#### What you will do:
Please retype all the records below exactly as they read.

(Stored data entries)
[Start of section]

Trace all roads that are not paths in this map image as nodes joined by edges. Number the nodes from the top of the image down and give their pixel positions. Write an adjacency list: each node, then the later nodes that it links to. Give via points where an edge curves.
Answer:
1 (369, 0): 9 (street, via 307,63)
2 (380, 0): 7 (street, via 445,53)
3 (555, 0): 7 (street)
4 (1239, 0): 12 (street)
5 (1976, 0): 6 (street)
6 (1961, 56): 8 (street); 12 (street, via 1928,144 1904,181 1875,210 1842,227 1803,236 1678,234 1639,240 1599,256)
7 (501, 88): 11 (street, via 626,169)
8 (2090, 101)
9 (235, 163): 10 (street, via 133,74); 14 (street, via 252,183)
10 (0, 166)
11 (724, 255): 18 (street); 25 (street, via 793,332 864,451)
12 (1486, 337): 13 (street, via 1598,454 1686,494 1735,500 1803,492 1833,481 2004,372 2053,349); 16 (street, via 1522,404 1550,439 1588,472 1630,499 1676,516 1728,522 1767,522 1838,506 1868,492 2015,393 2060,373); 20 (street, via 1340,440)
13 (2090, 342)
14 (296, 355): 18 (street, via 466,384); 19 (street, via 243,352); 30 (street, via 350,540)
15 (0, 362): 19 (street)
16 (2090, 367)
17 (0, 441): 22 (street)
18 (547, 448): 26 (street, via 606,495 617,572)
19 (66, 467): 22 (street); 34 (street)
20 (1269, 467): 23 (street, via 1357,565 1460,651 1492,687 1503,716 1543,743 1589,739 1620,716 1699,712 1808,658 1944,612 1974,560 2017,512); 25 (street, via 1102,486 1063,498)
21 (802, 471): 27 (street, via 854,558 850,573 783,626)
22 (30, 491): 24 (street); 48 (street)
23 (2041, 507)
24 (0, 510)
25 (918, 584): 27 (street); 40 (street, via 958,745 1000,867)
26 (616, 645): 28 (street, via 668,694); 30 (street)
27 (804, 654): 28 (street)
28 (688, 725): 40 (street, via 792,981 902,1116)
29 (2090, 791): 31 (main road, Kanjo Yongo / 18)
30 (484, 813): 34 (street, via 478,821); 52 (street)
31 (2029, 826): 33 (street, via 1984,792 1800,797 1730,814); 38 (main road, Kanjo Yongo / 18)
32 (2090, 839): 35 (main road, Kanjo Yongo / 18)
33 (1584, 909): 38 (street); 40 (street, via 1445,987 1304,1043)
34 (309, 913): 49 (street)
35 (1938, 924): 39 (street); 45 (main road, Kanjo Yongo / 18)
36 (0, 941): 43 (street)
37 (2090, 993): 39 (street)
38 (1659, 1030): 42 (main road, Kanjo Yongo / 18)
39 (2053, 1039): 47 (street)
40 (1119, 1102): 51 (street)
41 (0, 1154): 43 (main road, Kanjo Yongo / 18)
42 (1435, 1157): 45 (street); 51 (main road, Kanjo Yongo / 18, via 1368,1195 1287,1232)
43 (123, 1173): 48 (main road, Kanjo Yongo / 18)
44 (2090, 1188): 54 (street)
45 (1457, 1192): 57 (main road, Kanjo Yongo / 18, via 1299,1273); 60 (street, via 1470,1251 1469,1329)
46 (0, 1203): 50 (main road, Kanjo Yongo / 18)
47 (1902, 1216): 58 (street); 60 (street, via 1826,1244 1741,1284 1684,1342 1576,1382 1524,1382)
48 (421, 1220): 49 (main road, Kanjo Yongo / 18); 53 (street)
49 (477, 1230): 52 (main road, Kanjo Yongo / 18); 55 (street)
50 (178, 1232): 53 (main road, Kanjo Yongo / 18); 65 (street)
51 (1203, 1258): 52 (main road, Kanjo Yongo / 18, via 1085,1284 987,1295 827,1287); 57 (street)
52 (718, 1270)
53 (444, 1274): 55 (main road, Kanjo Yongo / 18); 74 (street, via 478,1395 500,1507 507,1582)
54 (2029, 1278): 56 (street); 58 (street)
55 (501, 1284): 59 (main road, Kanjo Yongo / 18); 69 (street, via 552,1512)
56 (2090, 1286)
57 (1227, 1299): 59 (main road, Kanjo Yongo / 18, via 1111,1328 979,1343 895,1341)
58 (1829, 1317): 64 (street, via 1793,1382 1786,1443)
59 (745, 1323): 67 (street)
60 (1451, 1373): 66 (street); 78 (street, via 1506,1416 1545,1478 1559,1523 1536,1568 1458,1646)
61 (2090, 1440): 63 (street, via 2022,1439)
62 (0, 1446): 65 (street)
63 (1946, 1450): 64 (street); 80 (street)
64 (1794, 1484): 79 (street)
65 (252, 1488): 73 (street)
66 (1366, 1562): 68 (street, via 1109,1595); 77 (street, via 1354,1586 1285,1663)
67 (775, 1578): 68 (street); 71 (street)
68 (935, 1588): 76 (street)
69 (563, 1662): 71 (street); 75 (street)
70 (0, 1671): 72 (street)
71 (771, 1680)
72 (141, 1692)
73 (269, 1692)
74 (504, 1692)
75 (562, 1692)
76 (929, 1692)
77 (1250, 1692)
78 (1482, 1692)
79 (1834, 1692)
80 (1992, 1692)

[End of section]

#### Exercise answer:
Trace all roads that are not paths in this map image as nodes joined by edges. Number the nodes from the top of the image down and give their pixel positions. Write an adjacency list: each node, then the later nodes that it links to. Give via points where an edge curves.
Answer:
1 (369, 0): 9 (street, via 307,63)
2 (380, 0): 7 (street, via 445,53)
3 (555, 0): 7 (street)
4 (1239, 0): 12 (street)
5 (1976, 0): 6 (street)
6 (1961, 56): 8 (street); 12 (street, via 1928,144 1904,181 1875,210 1842,227 1803,236 1678,234 1639,240 1599,256)
7 (501, 88): 11 (street, via 626,169)
8 (2090, 101)
9 (235, 163): 10 (street, via 133,74); 14 (street, via 252,183)
10 (0, 166)
11 (724, 255): 18 (street); 25 (street, via 793,332 864,451)
12 (1486, 337): 13 (street, via 1598,454 1686,494 1735,500 1803,492 1833,481 2004,372 2053,349); 16 (street, via 1522,404 1550,439 1588,472 1630,499 1676,516 1728,522 1767,522 1838,506 1868,492 2015,393 2060,373); 20 (street, via 1340,440)
13 (2090, 342)
14 (296, 355): 18 (street, via 466,384); 19 (street, via 243,352); 30 (street, via 350,540)
15 (0, 362): 19 (street)
16 (2090, 367)
17 (0, 441): 22 (street)
18 (547, 448): 26 (street, via 606,495 617,572)
19 (66, 467): 22 (street); 34 (street)
20 (1269, 467): 23 (street, via 1357,565 1460,651 1492,687 1503,716 1543,743 1589,739 1620,716 1699,712 1808,658 1944,612 1974,560 2017,512); 25 (street, via 1102,486 1063,498)
21 (802, 471): 27 (street, via 854,558 850,573 783,626)
22 (30, 491): 24 (street); 48 (street)
23 (2041, 507)
24 (0, 510)
25 (918, 584): 27 (street); 40 (street, via 958,745 1000,867)
26 (616, 645): 28 (street, via 668,694); 30 (street)
27 (804, 654): 28 (street)
28 (688, 725): 40 (street, via 792,981 902,1116)
29 (2090, 791): 31 (main road, Kanjo Yongo / 18)
30 (484, 813): 34 (street, via 478,821); 52 (street)
31 (2029, 826): 33 (street, via 1984,792 1800,797 1730,814); 38 (main road, Kanjo Yongo / 18)
32 (2090, 839): 35 (main road, Kanjo Yongo / 18)
33 (1584, 909): 38 (street); 40 (street, via 1445,987 1304,1043)
34 (309, 913): 49 (street)
35 (1938, 924): 39 (street); 45 (main road, Kanjo Yongo / 18)
36 (0, 941): 43 (street)
37 (2090, 993): 39 (street)
38 (1659, 1030): 42 (main road, Kanjo Yongo / 18)
39 (2053, 1039): 47 (street)
40 (1119, 1102): 51 (street)
41 (0, 1154): 43 (main road, Kanjo Yongo / 18)
42 (1435, 1157): 45 (street); 51 (main road, Kanjo Yongo / 18, via 1368,1195 1287,1232)
43 (123, 1173): 48 (main road, Kanjo Yongo / 18)
44 (2090, 1188): 54 (street)
45 (1457, 1192): 57 (main road, Kanjo Yongo / 18, via 1299,1273); 60 (street, via 1470,1251 1469,1329)
46 (0, 1203): 50 (main road, Kanjo Yongo / 18)
47 (1902, 1216): 58 (street); 60 (street, via 1826,1244 1741,1284 1684,1342 1576,1382 1524,1382)
48 (421, 1220): 49 (main road, Kanjo Yongo / 18); 53 (street)
49 (477, 1230): 52 (main road, Kanjo Yongo / 18); 55 (street)
50 (178, 1232): 53 (main road, Kanjo Yongo / 18); 65 (street)
51 (1203, 1258): 52 (main road, Kanjo Yongo / 18, via 1085,1284 987,1295 827,1287); 57 (street)
52 (718, 1270)
53 (444, 1274): 55 (main road, Kanjo Yongo / 18); 74 (street, via 478,1395 500,1507 507,1582)
54 (2029, 1278): 56 (street); 58 (street)
55 (501, 1284): 59 (main road, Kanjo Yongo / 18); 69 (street, via 552,1512)
56 (2090, 1286)
57 (1227, 1299): 59 (main road, Kanjo Yongo / 18, via 1111,1328 979,1343 895,1341)
58 (1829, 1317): 64 (street, via 1793,1382 1786,1443)
59 (745, 1323): 67 (street)
60 (1451, 1373): 66 (street); 78 (street, via 1506,1416 1545,1478 1559,1523 1536,1568 1458,1646)
61 (2090, 1440): 63 (street, via 2022,1439)
62 (0, 1446): 65 (street)
63 (1946, 1450): 64 (street); 80 (street)
64 (1794, 1484): 79 (street)
65 (252, 1488): 73 (street)
66 (1366, 1562): 68 (street, via 1109,1595); 77 (street, via 1354,1586 1285,1663)
67 (775, 1578): 68 (street); 71 (street)
68 (935, 1588): 76 (street)
69 (563, 1662): 71 (street); 75 (street)
70 (0, 1671): 72 (street)
71 (771, 1680)
72 (141, 1692)
73 (269, 1692)
74 (504, 1692)
75 (562, 1692)
76 (929, 1692)
77 (1250, 1692)
78 (1482, 1692)
79 (1834, 1692)
80 (1992, 1692)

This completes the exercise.